- Born: May 11, 1943 (age 83)
- Education: Rice University (BA); University of Texas at Austin (PhD);
- Occupation: Venture capitalist at New Enterprise Associates
- Known for: Cray-1 Very Large Scale Integration BCMP network
- Scientific career
- Fields: Computer Science
- Workplaces: Stanford University

= Forest Baskett =

American computer scientist

Forest Baskett (born May 11, 1943) is an American venture capitalist, computer scientist and former professor of electrical engineering at Stanford University.

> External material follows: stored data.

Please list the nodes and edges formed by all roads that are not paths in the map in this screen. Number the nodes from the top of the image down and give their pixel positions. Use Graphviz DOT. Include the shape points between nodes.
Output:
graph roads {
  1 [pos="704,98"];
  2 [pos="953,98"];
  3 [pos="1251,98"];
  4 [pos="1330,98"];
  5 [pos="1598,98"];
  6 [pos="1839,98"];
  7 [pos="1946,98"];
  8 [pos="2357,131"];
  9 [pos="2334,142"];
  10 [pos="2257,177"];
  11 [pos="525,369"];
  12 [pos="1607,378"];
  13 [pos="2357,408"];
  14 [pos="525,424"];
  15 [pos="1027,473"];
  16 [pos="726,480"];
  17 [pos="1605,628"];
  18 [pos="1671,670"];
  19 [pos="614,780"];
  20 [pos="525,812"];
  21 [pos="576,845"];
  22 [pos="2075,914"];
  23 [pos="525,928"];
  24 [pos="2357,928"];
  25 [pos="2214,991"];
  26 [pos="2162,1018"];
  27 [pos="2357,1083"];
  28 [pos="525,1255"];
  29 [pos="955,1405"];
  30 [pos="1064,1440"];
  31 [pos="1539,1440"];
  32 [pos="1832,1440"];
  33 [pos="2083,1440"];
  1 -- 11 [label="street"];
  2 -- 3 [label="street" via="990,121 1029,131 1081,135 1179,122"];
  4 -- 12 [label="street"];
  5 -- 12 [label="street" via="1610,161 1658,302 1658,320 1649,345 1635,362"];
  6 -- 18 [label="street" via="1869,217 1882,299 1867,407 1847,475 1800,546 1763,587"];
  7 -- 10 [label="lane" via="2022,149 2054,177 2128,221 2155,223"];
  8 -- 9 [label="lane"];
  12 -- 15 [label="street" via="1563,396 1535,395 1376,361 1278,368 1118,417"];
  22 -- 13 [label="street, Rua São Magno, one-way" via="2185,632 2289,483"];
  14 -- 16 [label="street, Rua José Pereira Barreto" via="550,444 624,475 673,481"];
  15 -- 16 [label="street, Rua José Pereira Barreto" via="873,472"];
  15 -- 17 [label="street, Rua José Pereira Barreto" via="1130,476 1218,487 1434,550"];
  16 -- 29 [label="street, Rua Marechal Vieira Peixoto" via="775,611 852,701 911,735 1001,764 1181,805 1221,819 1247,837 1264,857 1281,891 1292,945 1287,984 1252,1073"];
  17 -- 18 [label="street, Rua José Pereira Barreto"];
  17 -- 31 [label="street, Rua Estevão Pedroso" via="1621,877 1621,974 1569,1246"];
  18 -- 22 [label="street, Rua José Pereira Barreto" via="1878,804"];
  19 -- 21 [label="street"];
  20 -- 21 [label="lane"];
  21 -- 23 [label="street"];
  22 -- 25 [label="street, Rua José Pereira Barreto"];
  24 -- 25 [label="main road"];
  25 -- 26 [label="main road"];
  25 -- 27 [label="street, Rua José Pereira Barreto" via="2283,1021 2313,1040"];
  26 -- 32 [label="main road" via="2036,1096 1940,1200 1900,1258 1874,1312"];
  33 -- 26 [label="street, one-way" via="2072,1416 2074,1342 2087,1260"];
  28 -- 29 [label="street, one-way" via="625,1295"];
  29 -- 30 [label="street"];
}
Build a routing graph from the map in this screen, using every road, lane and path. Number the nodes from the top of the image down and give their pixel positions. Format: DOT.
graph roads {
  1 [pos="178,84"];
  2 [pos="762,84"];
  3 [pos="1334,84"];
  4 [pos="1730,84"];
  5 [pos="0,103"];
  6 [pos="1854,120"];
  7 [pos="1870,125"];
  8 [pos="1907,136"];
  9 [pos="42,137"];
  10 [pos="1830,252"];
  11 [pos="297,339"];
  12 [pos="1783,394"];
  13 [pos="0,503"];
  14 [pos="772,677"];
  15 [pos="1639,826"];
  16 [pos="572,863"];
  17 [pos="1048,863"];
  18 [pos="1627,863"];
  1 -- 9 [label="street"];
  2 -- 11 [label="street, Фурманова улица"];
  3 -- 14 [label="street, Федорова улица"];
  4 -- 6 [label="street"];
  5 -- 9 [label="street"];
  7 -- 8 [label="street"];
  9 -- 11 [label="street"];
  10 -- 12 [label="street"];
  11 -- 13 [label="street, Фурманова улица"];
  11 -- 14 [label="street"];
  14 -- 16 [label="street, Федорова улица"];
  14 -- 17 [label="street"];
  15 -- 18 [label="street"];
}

He is a venture capitalist at New Enterprise Associates. Baskett designed the operating system for the original Cray-1 supercomputer, was an original pioneer of Very Large Scale Integration, and co-introduced the eponymous BCMP networks.

== Career ==
Baskett received a BA in mathematics from Rice University and a Ph.D. in computer science from the University of Texas at Austin.

He became a member of the National Academy of Engineering in 1994 for his vision and leadership in the development of hardware and software for high-performance workstations.

Baskett was the doctoral advisor of computer scientists Alan J. Smith and Andy Bechtolsheim while at Stanford and was involved in the founding of Sun Microsystems. He was also the CTO and Senior Vice President of R&D at Silicon Graphics (SGI).